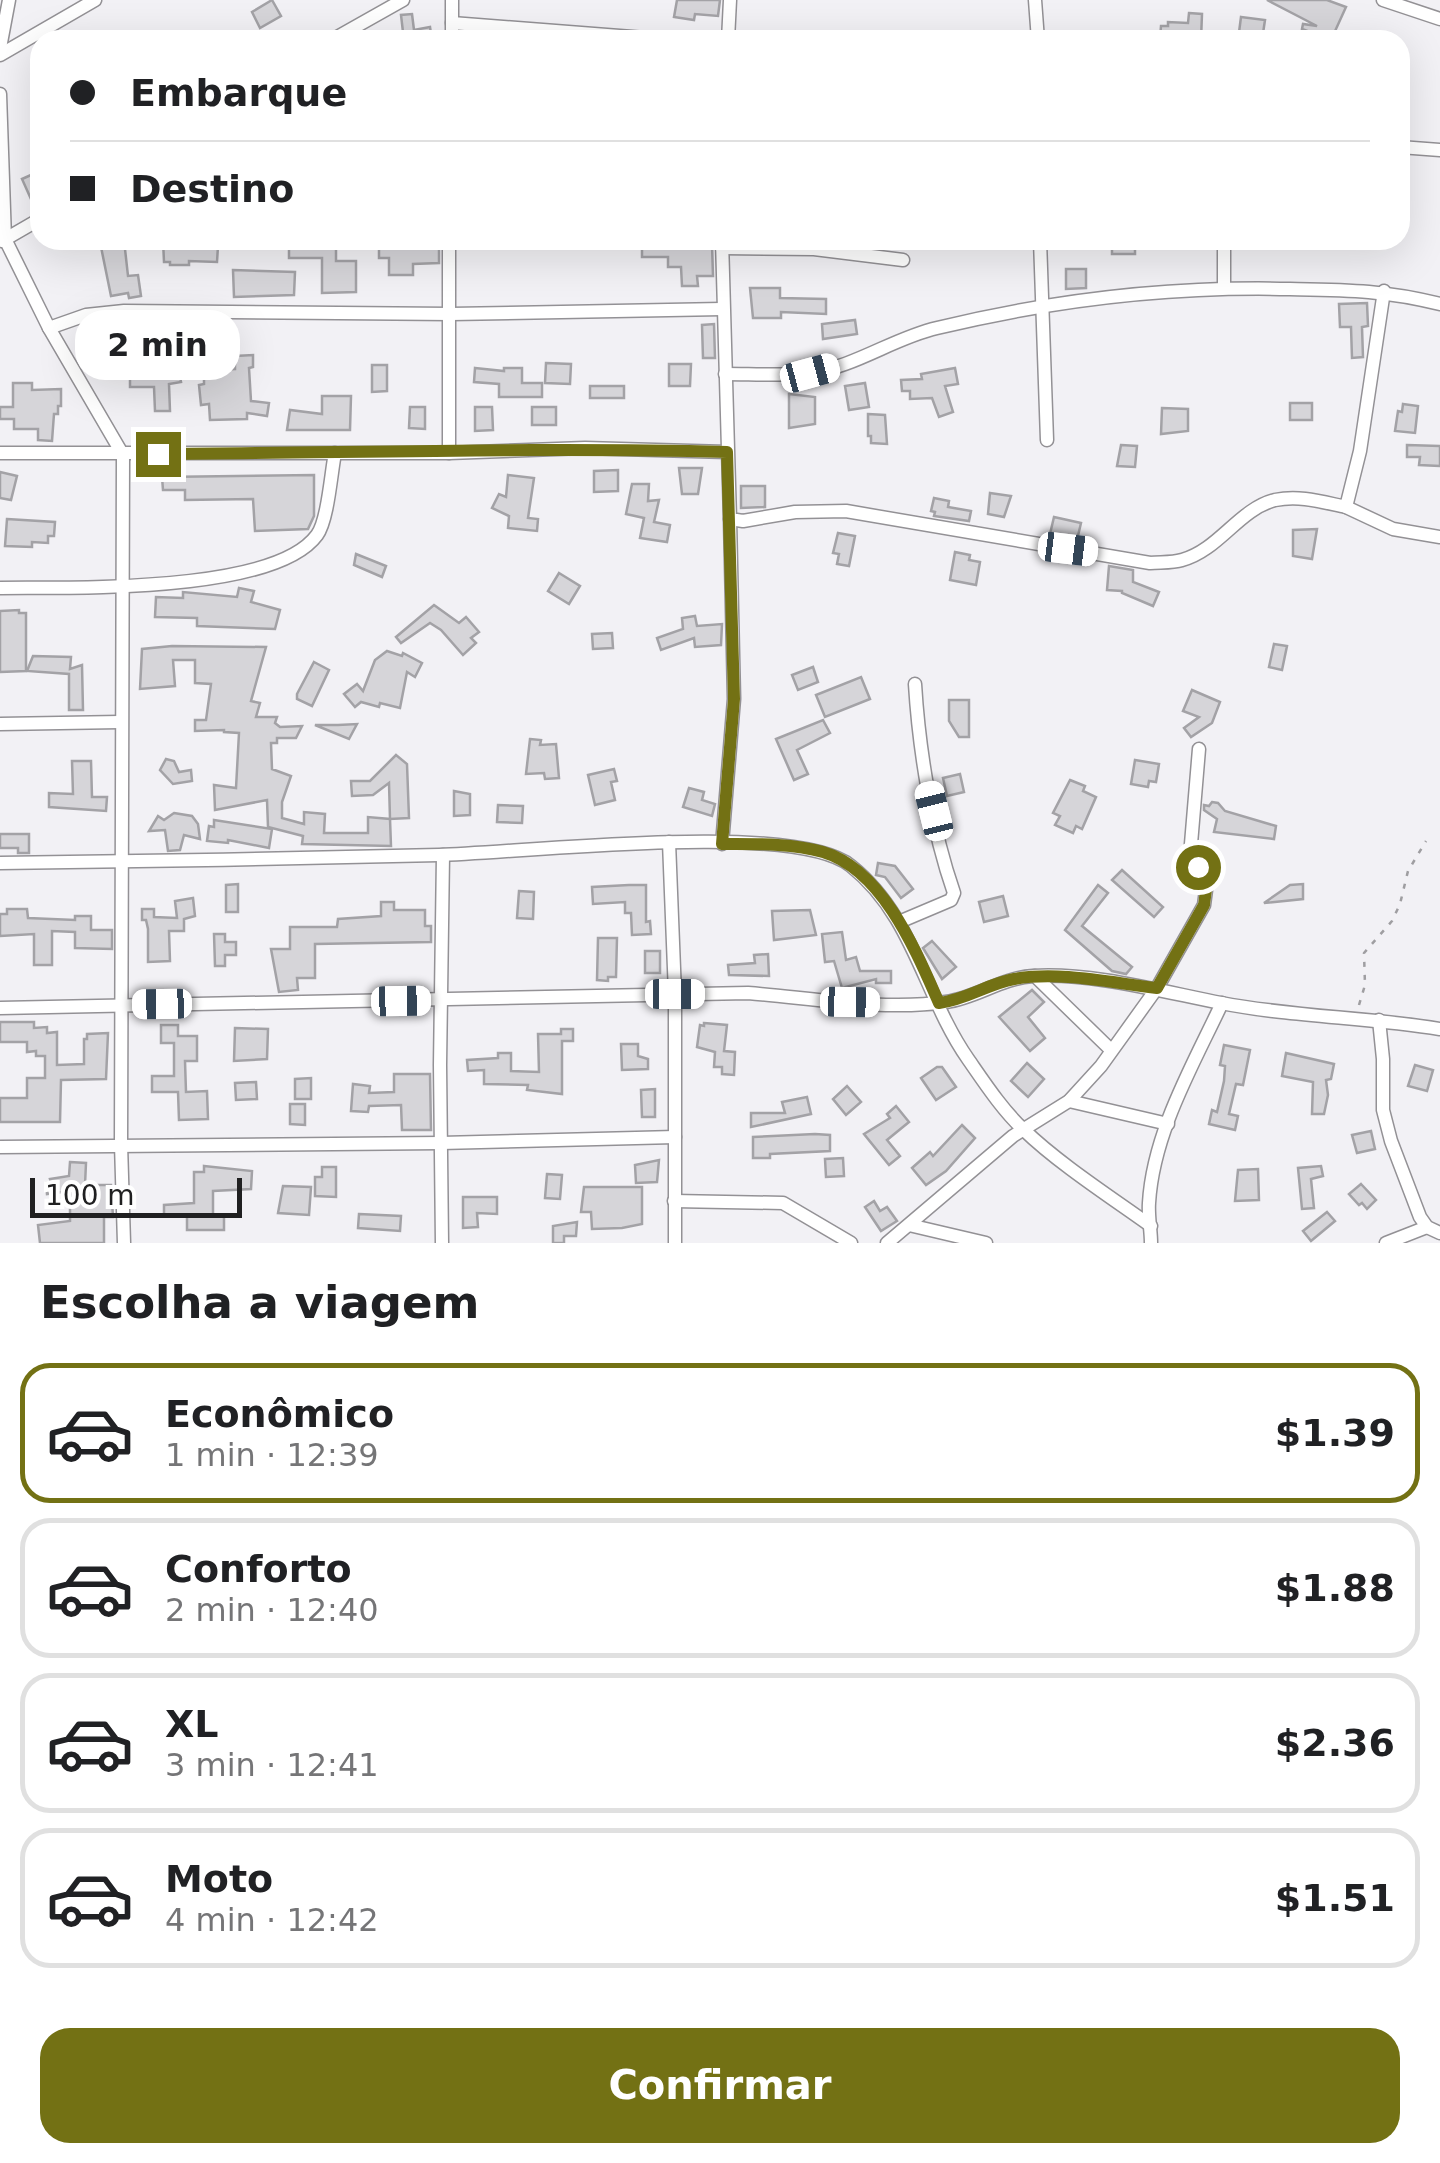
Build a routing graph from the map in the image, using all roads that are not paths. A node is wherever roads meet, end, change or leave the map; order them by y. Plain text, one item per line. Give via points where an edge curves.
1 (9, 0) edge
2 (95, 0) edge
3 (403, 0) edge
4 (452, 0) edge
5 (730, 0) edge
6 (1035, 0) edge
7 (1383, 0) edge
8 (1440, 19) edge
9 (452, 23) junction
10 (40, 30) edge
11 (350, 30) edge
12 (452, 30) edge
13 (542, 30) edge
14 (728, 30) edge
15 (1037, 30) edge
16 (30, 36) edge
17 (0, 52) edge
18 (0, 94) edge
19 (1410, 147) edge
20 (1440, 150) edge
21 (30, 225) edge
22 (2, 241) edge
23 (450, 250) edge
24 (722, 250) edge
25 (814, 250) edge
26 (1040, 250) edge
27 (1224, 250) edge
28 (903, 260) dead end
29 (1224, 287) junction
30 (1384, 290) junction
31 (1440, 304) edge
32 (1041, 305) junction
33 (722, 309) junction
34 (450, 314) junction
35 (48, 328) junction
36 (725, 374) junction
37 (1047, 440) dead end
38 (727, 452) junction
39 (0, 453) edge
40 (335, 453) junction
41 (448, 453) junction
42 (123, 454) junction
43 (1346, 507) junction
44 (730, 520) junction
45 (1440, 537) edge
46 (125, 587) junction
47 (0, 588) edge
48 (915, 684) dead end
49 (120, 722) junction
50 (0, 724) edge
51 (1200, 748) dead end
52 (669, 842) junction
53 (722, 844) junction
54 (443, 855) junction
55 (122, 862) junction
56 (0, 863) edge
57 (899, 922) junction
58 (1035, 976) junction
59 (1157, 988) junction
60 (675, 994) junction
61 (440, 1000) junction
62 (939, 1003) junction
63 (1222, 1003) junction
64 (122, 1004) junction
65 (0, 1008) edge
66 (1378, 1020) junction
67 (1440, 1028) edge
68 (1111, 1050) junction
69 (1069, 1101) junction
70 (1168, 1124) junction
71 (1023, 1130) junction
72 (675, 1137) junction
73 (121, 1144) junction
74 (441, 1144) junction
75 (0, 1147) edge
76 (674, 1202) junction
77 (910, 1225) junction
78 (1151, 1226) junction
79 (1433, 1230) edge
80 (124, 1243) edge
81 (442, 1243) edge
82 (675, 1243) edge
83 (851, 1243) edge
84 (887, 1243) edge
85 (986, 1243) edge
86 (1151, 1243) edge
87 (1386, 1243) edge

1 - 17 street
2 - 10 street
3 - 11 street
4 - 9 street
5 - 14 street
6 - 15 street
7 - 8 street
9 - 12 street
9 - 13 street
16 - 17 street
18 - 22 street
19 - 20 street
21 - 22 street
22 - 35 street
23 - 34 street
24 - 33 street
25 - 28 street
26 - 32 street
27 - 29 street
29 - 30 street
29 - 32 street
30 - 31 street
30 - 43 street
32 - 36 street via 918,332 810,373
32 - 37 street
33 - 34 street
33 - 36 street
34 - 35 street via 124,311
34 - 41 street
35 - 42 street
36 - 38 street
38 - 41 street
38 - 44 street
39 - 42 street
40 - 41 street
40 - 42 street
40 - 46 street via 320,532 304,548 216,580
42 - 46 street
43 - 44 street via 1305,498 1272,500 1199,553 1150,563 846,512
43 - 45 street via 1393,528
44 - 53 street via 734,699
46 - 47 street
46 - 49 street
48 - 57 street via 918,744 954,893
49 - 50 street
49 - 55 street
51 - 59 street via 1191,844 1206,890 1204,905
52 - 53 street
52 - 54 street
52 - 60 street
53 - 57 street via 804,848 836,857 884,899
54 - 55 street
54 - 61 street
55 - 56 street
55 - 64 street
57 - 62 street
58 - 59 street
58 - 62 street
58 - 68 street
59 - 63 street
59 - 68 street
60 - 61 street
60 - 62 street
60 - 72 street
61 - 64 street
61 - 74 street
62 - 71 street via 966,1056
63 - 66 street
63 - 70 street
64 - 65 street
64 - 73 street
66 - 67 street
66 - 79 street via 1390,1141
68 - 69 street
69 - 70 street
69 - 71 street
70 - 78 street via 1154,1170
71 - 77 street
71 - 78 street
72 - 74 street
72 - 76 street
73 - 74 street
73 - 75 street
73 - 80 street
74 - 81 street
76 - 82 street
76 - 83 street via 783,1203
77 - 84 street
77 - 85 street
78 - 86 street
79 - 87 street

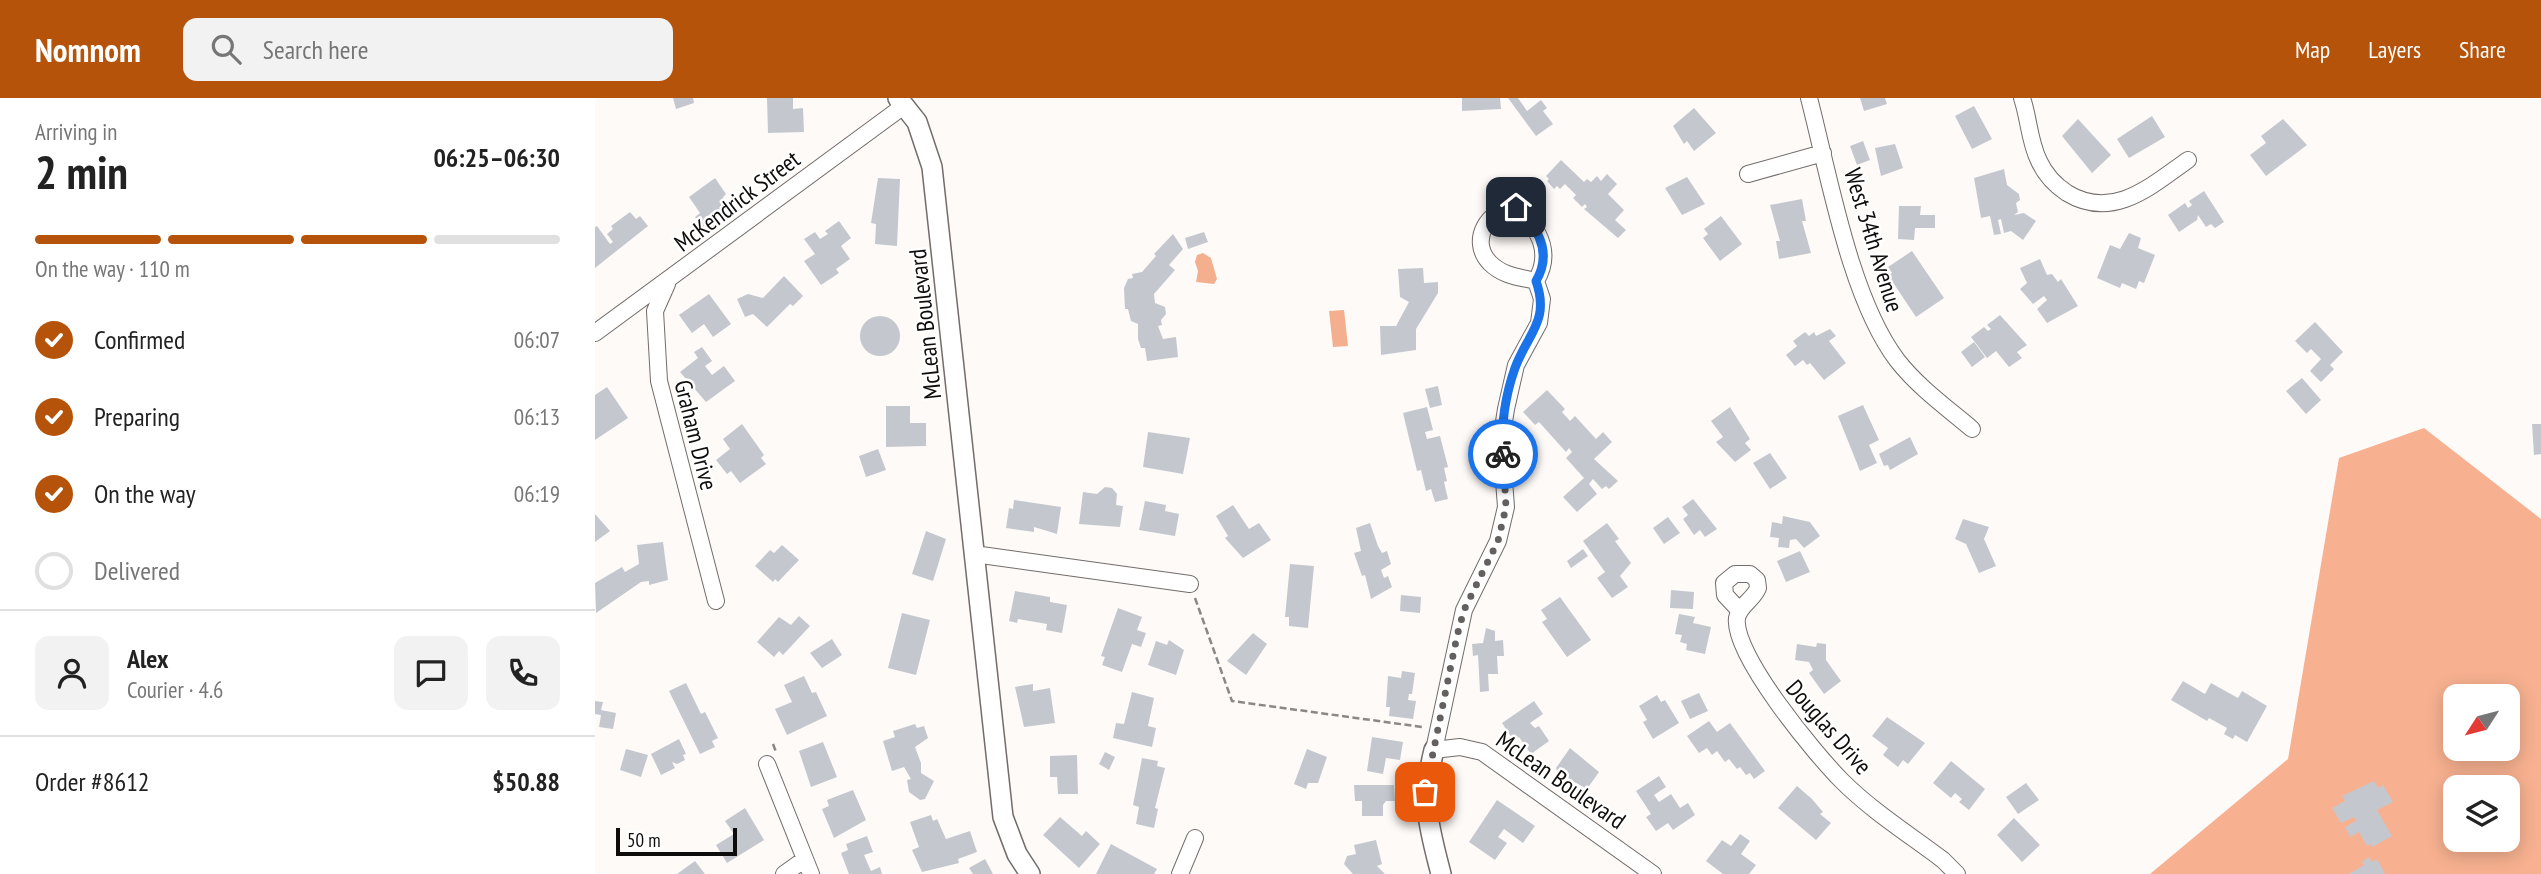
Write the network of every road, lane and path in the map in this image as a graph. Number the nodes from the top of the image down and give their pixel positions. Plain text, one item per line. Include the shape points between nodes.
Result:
1 (1809, 98) edge
2 (2022, 98) edge
3 (902, 101) edge
4 (1823, 153) junction
5 (2188, 160) dead end
6 (1748, 174) dead end
7 (670, 279) junction
8 (1536, 281) junction
9 (595, 333) edge
10 (1972, 429) dead end
11 (974, 554) junction
12 (1190, 584) joint
13 (716, 601) dead end
14 (1740, 611) dead end
15 (1439, 730) junction
16 (1434, 750) junction
17 (767, 764) dead end
18 (1195, 838) dead end
19 (808, 866) edge
20 (783, 874) edge
21 (1030, 874) edge
22 (1180, 874) edge
23 (1441, 874) edge
24 (1653, 874) edge
25 (1957, 874) edge

1 - 4 street, West 34th Avenue
2 - 5 street via 2038,159 2047,175 2093,204 2130,199
3 - 7 street, McKendrick Street
3 - 11 street, McLean Boulevard via 917,122 932,167
4 - 6 street, West 34th Avenue
4 - 10 street, West 34th Avenue via 1853,268 1879,333 1916,383
7 - 9 street, McKendrick Street
7 - 13 street, Graham Drive via 655,312 659,381
8 - 8 street via 1507,275 1489,262 1482,248 1482,231 1490,215 1503,207 1516,207 1538,233 1544,268
8 - 15 street via 1542,299 1539,323 1516,365 1501,441 1506,507 1498,541 1464,610
11 - 12 street
11 - 21 street, McLean Boulevard via 1003,817
12 - 15 path via 1232,701
14 - 25 street, Douglas Drive via 1737,621 1742,639 1765,686 1841,781
15 - 16 street
16 - 23 street via 1425,812
16 - 24 street, McLean Boulevard via 1460,747 1482,752
17 - 19 street
18 - 22 street
19 - 20 street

▶ [TASK TO COMPLETE]: Count the lines in the records above that contain the word "graph", and report only that number.

▶ [RESULT FOR THIS EXERCISE]: 2